April 17 at 1:00 PM
Ethicists advise caution with research that blurs the line between life and death.
The brain is fragile, and if deprived of oxygen —
for example from a massive heart attack, or through drowning — it will
quickly and catastrophically degrade, leading to irreversible brain
death. And that’s it — the end.
But that medical orthodoxy now must contend with a major report
published Wednesday in the journal Nature that is simultaneously
fascinating and disturbing: Researchers at Yale School of Medicine say
they have restored some cellular function in pig brains from animals
decapitated four hours earlier at a local slaughterhouse.
Over
the course of a six-hour treatment, the brains were infused with a
cocktail of synthetic fluids designed to halt cellular degeneration and
restore cellular functions, such as metabolic activity.

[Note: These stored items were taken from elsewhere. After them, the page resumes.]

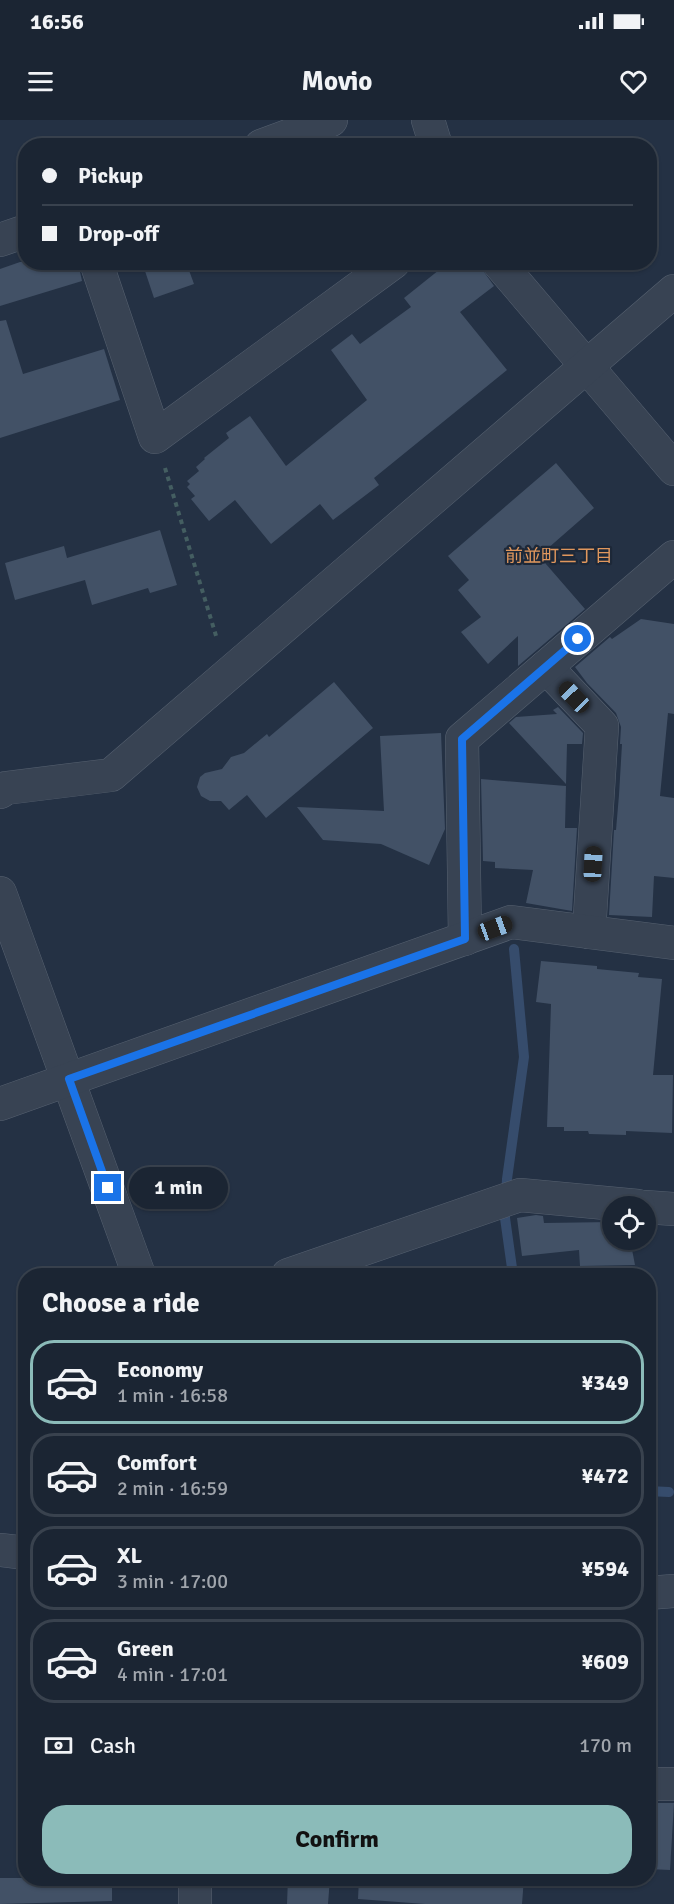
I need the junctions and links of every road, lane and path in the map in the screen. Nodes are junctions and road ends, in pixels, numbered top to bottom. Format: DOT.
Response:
graph roads {
  1 [pos="331,120"];
  2 [pos="428,120"];
  3 [pos="283,138"];
  4 [pos="434,138"];
  5 [pos="18,234"];
  6 [pos="0,240"];
  7 [pos="99,270"];
  8 [pos="383,270"];
  9 [pos="505,270"];
  10 [pos="674,291"];
  11 [pos="587,365"];
  12 [pos="155,437"];
  13 [pos="674,469"];
  14 [pos="674,556"];
  15 [pos="546,667"];
  16 [pos="228,674"];
  17 [pos="2,783"];
  18 [pos="0,893"];
  19 [pos="589,933"];
  20 [pos="465,939"];
  21 [pos="674,944"];
  22 [pos="69,1079"];
  23 [pos="0,1104"];
  24 [pos="602,1203"];
  25 [pos="656,1208"];
  26 [pos="674,1209"];
  27 [pos="136,1268"];
  28 [pos="308,1268"];
  29 [pos="0,1550"];
  30 [pos="18,1552"];
  31 [pos="674,1591"];
  32 [pos="656,1592"];
  33 [pos="656,1784"];
  34 [pos="674,1784"];
  35 [pos="195,1886"];
  36 [pos="195,1904"];
  1 -- 3 [label="street"];
  2 -- 4 [label="street"];
  5 -- 6 [label="street"];
  7 -- 12 [label="street"];
  8 -- 12 [label="street"];
  9 -- 11 [label="street"];
  10 -- 11 [label="street"];
  11 -- 13 [label="street"];
  11 -- 16 [label="street"];
  12 -- 16 [label="path"];
  14 -- 15 [label="street"];
  15 -- 19 [label="street"];
  15 -- 20 [label="street"];
  16 -- 17 [label="street"];
  18 -- 22 [label="street"];
  19 -- 20 [label="street"];
  19 -- 21 [label="street"];
  20 -- 22 [label="street"];
  22 -- 23 [label="street"];
  22 -- 27 [label="street"];
  24 -- 28 [label="street"];
  25 -- 26 [label="street"];
  29 -- 30 [label="street"];
  31 -- 32 [label="street"];
  33 -- 34 [label="street"];
  35 -- 36 [label="street"];
}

It worked: The
brains continued to consume oxygen and glucose. Many brain cells,
including neurons, which send messages within the brain and to the rest
of the body, ceased decaying and appear to have been revived in dramatic
and detectable ways.
The scientists detected “spontaneous synaptic
activity,” which means the neurons were capable of sending out signals,
and the cells responded to external electrical stimulation. Cells
removed from the treated brains and examined under a microscope had
regained the shape of living cells, noted lead author Zvonimir Vrselja, a
Yale neuroscientist.
The pig brains remained,
by any traditional definition, dead. The researchers detected no signs
of consciousness or any other “global” mental activity. But the study
suggests that brain cells are hardier than previously thought, said
study co-author and Yale neuroscientist Nenad Sestan.
“The
death of a cell, or in this case, organ, is a gradual, stepwise
process,” Sestan said. He stressed that the revivifying system the
researchers developed, which they dubbed BrainEx, may not reverse
cell death and restore brains to what would be considered a stable,
living state. It’s possible, he said, that “we are just postponing the
inevitable.”
The researchers are mindful that this
is controversial territory with great potential to stoke outrage or,
simply, the heebie-jeebies. Such a head-snapping experiment inevitably
generates nightmarish scenarios involving live brains in vats, brain
transplants, the Zombie Apocalypse, and other mad-scientist story lines
(brilliantly crafted, somehow, by neurons firing away inside the skulls
of conventionally living human beings).